For the purposes of this case it is sufficient to hold that under the present law as embodied in Section 8 of Act X of 1940 the court is seized of the power to appoint more than one arbitrator if the arbitrators appointed by the parties have refused to act.
9. In this connection, reference may also be made to Section 13(2), General Clauses Act (X of 1897), which says that, in all Central Acts and Regulations, unless there is anything repugnant in the subject or context, words in the singular shall include the plural and vice versa.
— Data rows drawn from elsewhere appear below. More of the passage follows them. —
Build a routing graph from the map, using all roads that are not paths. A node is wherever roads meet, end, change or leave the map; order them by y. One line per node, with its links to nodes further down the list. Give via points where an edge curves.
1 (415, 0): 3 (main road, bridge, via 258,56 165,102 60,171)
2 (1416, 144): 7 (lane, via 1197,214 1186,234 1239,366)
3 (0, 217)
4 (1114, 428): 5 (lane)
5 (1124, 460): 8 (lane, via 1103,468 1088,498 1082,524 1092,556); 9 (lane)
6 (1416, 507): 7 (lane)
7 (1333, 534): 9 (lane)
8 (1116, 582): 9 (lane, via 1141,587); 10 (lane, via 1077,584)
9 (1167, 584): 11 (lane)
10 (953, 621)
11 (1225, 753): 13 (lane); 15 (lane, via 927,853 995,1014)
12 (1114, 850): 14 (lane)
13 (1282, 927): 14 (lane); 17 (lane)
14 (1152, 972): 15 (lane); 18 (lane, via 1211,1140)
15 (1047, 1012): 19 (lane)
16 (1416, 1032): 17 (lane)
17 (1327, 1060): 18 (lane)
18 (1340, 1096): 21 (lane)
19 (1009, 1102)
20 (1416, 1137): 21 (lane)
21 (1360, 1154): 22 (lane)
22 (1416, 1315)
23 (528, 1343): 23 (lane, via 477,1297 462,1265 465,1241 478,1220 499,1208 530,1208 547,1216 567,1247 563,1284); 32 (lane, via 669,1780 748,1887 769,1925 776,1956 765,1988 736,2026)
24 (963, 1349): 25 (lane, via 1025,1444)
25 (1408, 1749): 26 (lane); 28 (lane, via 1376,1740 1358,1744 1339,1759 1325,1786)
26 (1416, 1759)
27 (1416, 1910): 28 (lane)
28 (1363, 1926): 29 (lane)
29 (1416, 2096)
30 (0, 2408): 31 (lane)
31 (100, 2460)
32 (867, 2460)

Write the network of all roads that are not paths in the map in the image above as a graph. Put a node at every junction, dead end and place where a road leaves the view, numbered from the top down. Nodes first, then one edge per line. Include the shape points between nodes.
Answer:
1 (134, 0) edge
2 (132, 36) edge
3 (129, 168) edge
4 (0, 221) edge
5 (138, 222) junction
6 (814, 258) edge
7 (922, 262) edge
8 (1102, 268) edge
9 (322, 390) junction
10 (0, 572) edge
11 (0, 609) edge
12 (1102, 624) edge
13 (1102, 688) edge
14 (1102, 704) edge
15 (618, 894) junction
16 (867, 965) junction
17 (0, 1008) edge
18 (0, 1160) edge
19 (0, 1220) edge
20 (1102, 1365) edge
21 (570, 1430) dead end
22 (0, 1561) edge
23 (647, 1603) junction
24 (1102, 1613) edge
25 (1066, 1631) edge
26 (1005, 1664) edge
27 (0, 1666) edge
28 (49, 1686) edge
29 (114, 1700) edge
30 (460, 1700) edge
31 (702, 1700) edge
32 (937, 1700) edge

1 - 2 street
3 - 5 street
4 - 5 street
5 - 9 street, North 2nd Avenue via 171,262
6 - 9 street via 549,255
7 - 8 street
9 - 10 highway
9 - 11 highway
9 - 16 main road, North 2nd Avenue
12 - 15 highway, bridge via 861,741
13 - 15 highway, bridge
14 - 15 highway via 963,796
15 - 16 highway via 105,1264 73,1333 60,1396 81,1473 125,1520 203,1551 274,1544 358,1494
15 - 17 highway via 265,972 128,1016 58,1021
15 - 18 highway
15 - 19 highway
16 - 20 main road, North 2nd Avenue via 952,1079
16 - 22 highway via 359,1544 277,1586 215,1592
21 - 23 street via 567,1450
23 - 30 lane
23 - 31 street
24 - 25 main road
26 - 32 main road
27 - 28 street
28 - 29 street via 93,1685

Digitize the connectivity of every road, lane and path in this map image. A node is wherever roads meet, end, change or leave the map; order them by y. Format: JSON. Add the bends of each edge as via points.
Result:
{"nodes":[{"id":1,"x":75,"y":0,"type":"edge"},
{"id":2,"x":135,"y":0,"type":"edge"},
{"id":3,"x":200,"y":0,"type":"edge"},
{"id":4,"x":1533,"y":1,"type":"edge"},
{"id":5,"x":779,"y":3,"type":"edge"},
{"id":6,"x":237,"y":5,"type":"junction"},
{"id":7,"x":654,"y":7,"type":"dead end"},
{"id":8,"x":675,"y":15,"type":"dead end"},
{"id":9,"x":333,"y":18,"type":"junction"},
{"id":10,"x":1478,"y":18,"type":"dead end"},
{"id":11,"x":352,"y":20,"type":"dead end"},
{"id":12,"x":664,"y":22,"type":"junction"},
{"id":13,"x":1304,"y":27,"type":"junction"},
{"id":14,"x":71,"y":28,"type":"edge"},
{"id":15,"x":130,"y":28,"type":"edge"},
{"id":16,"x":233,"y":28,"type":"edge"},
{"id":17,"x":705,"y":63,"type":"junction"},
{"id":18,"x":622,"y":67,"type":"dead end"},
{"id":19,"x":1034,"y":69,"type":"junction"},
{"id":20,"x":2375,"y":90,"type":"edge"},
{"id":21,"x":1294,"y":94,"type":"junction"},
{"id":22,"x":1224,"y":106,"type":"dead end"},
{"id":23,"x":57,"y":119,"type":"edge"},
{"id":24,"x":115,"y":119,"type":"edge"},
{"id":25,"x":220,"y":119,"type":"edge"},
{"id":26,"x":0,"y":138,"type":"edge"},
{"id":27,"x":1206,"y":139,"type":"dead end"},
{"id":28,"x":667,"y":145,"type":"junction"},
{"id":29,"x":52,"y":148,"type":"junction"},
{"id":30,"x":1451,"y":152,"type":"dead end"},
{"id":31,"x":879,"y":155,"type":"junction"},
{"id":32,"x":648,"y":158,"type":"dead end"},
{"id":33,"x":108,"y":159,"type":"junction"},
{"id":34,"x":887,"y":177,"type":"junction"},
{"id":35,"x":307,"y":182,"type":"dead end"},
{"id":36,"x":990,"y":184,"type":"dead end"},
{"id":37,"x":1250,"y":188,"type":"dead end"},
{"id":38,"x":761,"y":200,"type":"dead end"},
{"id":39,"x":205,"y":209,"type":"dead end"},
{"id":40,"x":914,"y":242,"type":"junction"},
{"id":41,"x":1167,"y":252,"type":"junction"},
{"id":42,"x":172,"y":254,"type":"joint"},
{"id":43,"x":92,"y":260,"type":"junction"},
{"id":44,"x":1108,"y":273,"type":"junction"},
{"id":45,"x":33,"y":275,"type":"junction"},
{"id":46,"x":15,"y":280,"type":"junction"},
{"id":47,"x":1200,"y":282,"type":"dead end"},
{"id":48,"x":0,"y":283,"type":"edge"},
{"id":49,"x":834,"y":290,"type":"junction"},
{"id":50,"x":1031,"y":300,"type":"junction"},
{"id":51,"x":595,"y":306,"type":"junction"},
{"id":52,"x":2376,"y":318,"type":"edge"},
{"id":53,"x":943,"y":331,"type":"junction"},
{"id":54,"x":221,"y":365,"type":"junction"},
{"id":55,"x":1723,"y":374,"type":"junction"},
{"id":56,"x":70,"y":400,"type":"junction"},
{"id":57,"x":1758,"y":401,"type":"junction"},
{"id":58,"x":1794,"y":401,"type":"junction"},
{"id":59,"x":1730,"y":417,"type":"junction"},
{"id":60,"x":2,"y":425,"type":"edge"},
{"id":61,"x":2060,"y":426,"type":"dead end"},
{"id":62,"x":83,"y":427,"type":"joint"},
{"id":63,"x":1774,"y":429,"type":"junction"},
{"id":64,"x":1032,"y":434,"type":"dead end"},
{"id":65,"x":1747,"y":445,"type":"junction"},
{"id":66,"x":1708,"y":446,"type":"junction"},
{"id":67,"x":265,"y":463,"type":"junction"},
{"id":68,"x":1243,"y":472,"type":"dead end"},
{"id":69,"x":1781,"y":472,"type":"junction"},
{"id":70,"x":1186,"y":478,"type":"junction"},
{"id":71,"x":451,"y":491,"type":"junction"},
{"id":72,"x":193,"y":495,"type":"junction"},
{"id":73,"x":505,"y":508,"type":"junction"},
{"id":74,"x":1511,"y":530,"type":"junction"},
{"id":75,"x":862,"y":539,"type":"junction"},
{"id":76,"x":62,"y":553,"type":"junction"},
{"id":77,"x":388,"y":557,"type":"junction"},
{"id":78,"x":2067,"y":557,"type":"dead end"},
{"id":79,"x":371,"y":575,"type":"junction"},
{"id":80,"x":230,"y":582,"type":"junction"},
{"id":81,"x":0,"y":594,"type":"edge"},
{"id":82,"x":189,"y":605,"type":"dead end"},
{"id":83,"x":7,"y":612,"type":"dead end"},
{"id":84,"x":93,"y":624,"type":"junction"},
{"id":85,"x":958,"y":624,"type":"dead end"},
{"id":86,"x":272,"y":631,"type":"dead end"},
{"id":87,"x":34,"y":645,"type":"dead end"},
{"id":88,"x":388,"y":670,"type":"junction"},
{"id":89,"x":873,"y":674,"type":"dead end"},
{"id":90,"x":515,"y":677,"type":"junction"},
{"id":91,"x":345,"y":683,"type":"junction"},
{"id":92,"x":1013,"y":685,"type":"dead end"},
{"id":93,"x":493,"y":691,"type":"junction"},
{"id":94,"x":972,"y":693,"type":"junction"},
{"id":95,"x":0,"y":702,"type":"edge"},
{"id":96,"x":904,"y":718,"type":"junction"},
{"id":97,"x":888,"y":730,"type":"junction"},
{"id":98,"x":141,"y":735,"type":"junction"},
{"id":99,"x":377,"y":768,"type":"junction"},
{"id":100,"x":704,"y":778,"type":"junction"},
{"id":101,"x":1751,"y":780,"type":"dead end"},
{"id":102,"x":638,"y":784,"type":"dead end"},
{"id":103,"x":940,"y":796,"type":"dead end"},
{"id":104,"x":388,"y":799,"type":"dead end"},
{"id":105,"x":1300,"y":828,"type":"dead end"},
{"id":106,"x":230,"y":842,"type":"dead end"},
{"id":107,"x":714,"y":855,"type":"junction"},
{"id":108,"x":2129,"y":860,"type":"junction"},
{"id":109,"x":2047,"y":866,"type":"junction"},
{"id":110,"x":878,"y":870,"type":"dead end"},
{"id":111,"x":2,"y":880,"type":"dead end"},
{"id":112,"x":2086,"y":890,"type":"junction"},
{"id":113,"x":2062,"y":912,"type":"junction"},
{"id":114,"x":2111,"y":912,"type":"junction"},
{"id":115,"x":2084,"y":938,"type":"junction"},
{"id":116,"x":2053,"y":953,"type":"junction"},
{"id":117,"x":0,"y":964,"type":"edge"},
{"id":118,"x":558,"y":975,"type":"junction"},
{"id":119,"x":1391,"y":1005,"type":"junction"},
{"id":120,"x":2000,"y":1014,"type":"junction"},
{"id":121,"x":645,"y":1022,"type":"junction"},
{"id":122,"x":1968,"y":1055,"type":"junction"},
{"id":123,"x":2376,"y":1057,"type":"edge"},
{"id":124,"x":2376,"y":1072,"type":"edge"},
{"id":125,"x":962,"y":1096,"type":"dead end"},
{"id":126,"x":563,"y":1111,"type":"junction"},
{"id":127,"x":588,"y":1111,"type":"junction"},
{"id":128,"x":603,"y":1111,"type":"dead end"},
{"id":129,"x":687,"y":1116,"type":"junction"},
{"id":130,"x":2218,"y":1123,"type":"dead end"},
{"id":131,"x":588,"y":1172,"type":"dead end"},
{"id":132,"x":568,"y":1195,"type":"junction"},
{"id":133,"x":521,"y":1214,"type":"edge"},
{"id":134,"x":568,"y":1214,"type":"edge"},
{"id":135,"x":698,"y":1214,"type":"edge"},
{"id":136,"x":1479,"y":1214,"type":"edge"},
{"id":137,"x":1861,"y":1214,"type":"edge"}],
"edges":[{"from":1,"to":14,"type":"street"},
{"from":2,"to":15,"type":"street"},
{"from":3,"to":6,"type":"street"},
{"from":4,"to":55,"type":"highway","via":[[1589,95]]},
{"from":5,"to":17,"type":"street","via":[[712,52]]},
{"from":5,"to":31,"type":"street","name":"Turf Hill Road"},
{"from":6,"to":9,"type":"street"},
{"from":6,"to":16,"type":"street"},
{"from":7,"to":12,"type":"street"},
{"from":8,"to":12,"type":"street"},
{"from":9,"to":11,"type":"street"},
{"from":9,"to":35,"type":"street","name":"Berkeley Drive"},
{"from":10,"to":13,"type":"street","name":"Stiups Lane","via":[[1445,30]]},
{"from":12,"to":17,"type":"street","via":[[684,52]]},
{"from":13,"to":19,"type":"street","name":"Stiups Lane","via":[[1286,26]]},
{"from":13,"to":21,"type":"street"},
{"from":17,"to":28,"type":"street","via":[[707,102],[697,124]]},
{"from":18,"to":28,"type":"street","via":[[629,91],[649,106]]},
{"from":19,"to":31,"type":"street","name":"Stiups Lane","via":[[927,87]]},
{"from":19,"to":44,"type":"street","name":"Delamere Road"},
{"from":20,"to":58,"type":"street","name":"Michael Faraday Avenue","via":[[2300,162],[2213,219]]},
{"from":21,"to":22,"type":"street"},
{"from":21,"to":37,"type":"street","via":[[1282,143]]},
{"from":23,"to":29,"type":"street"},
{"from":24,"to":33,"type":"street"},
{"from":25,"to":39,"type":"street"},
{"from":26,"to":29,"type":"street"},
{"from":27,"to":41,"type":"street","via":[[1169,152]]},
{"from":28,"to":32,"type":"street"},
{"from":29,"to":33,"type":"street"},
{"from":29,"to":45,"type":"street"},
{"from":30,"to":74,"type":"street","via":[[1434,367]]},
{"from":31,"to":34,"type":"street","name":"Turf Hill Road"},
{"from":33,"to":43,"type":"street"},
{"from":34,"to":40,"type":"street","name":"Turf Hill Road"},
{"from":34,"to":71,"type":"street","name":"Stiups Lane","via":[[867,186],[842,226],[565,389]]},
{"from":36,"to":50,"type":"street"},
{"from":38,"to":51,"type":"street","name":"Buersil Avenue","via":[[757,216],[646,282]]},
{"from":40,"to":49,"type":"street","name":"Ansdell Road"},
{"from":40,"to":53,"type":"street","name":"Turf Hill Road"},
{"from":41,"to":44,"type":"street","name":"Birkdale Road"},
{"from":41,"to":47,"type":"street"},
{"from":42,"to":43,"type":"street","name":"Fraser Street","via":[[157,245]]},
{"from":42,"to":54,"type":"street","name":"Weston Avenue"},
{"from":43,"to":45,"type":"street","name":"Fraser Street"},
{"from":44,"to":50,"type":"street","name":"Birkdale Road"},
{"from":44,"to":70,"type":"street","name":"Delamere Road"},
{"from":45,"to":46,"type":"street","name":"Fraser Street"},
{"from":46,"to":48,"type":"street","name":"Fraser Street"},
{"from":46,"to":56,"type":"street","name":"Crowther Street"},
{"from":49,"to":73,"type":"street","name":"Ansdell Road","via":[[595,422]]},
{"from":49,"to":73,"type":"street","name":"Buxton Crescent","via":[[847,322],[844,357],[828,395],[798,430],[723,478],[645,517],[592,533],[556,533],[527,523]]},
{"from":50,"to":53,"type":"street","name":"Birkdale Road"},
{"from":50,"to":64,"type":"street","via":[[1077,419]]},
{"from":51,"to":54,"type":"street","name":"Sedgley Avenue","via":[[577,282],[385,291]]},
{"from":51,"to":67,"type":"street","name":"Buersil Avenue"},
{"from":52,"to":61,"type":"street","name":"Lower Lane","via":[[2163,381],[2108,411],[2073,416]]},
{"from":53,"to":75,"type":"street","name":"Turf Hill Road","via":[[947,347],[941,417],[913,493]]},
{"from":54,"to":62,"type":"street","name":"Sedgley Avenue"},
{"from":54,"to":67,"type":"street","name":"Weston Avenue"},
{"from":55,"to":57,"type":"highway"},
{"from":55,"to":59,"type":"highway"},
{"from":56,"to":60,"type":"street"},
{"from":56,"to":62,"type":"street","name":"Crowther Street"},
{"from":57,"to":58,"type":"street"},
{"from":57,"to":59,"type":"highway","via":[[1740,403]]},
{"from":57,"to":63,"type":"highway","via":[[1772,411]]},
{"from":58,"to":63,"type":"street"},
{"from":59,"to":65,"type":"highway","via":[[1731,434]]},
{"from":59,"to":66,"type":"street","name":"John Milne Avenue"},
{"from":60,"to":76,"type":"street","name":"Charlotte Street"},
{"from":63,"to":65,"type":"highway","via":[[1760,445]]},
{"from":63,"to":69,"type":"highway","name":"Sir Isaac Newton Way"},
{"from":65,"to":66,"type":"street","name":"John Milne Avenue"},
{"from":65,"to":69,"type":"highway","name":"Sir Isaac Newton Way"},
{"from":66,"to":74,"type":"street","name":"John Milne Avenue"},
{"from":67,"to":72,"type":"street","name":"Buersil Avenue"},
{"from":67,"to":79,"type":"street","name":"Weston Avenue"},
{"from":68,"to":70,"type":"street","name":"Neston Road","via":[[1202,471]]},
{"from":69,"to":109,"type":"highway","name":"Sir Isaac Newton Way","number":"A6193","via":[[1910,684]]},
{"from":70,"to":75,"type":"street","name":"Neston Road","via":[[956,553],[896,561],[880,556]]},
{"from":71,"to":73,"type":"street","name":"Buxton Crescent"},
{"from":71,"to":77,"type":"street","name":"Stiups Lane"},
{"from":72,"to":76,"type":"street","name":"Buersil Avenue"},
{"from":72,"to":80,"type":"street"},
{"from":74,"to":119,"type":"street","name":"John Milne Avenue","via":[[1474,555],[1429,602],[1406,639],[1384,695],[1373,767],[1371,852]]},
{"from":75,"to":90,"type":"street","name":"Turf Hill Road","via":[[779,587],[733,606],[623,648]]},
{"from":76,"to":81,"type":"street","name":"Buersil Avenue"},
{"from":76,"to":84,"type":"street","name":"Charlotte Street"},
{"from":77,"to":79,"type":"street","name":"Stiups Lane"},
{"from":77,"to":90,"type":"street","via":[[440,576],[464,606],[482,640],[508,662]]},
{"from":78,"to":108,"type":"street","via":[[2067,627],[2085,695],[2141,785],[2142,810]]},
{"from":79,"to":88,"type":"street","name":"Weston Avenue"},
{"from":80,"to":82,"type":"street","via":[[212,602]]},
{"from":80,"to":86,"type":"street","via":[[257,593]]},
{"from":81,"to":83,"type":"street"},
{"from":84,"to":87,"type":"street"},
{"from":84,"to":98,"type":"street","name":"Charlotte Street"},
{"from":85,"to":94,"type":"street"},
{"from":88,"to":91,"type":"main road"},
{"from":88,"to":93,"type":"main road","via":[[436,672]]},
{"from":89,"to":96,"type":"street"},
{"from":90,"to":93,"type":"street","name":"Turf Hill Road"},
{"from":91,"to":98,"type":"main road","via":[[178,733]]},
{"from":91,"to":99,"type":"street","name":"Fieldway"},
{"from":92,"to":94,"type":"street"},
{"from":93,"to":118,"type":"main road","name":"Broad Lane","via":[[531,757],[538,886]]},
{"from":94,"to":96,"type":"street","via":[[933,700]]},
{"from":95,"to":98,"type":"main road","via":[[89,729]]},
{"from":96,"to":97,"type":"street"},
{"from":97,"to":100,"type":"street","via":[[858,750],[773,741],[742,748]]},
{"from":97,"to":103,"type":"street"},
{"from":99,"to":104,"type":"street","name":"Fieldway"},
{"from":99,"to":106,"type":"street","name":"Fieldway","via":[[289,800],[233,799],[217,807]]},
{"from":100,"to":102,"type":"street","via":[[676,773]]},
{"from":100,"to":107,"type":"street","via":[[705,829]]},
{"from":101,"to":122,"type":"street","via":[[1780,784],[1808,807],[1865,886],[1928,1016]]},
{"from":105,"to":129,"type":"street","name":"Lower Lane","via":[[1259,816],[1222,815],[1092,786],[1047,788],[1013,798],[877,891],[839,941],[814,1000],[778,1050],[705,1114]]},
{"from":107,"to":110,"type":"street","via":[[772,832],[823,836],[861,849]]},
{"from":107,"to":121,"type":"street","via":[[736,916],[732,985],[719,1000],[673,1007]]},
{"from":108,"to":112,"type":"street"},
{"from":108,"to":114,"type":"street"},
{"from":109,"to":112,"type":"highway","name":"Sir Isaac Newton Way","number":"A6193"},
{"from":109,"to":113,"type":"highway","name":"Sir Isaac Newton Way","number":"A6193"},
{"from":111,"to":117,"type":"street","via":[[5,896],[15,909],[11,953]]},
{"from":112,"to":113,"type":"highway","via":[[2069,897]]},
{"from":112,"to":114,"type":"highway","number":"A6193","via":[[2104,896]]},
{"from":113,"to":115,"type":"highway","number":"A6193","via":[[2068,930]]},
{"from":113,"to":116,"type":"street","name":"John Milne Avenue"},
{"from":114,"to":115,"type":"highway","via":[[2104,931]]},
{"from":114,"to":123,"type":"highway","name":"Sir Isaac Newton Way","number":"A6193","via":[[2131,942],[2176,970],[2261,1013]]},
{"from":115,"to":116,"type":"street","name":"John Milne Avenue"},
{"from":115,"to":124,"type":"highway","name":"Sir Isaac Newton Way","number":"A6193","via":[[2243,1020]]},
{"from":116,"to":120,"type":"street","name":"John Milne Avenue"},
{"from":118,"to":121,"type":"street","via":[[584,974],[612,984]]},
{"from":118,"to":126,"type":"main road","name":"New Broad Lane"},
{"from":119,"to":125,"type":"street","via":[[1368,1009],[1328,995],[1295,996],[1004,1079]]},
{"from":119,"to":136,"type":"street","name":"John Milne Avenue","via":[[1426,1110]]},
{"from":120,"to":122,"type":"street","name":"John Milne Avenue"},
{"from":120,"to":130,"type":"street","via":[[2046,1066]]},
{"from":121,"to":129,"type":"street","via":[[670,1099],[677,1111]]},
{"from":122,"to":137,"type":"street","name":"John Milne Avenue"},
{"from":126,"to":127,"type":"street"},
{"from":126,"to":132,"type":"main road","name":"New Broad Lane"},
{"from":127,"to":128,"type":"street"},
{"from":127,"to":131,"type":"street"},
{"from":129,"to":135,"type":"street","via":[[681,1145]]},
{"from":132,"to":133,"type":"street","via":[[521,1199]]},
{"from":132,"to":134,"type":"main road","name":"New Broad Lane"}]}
In the language of Section 8 of the present Act there is absolutely nothing to suggest that there is anything repugnant to the adoption of the rule embodied! in Section 13(2), General Clauses Act.
On the contrary, the use of words 'an arbitrator or arbitrators' indicates beyond doubt that it is open to the court to appoint as many arbitrators as may have refused to arbitrate regardless of their number. We are, therefore, of the opinion that the order passed by the learned! Civil Judge was within his jurisdiction.
10. It has been pointed out that the learned Civil Judge left the question of fee payable to the arbitrators undetermined and the applicant may not be able to pay the fee ultimately fixed by the court. In respect of that point the learned counsel for the opposite parties has to-day made a statement that the fee, of the arbitrators appointed by the court has been paid by his clients and that they have no intention to claim any portion thereof from the applicant. Therefore, this objection of the applicant also loses all force.
11. The result is that we dismiss the revision with costs. The First Appeal From Order also fails and is dismissed with costs. The stay order dated 6-10-1952 passed in the Civil Revision and that dated 11-12-1952 passed in the First Appeal From Order have already been discharged by an order dated 6-3-1953 of this Court. No order is therefore necessary in regard to them. The record shall be sent down to the court below without unreasonable delay.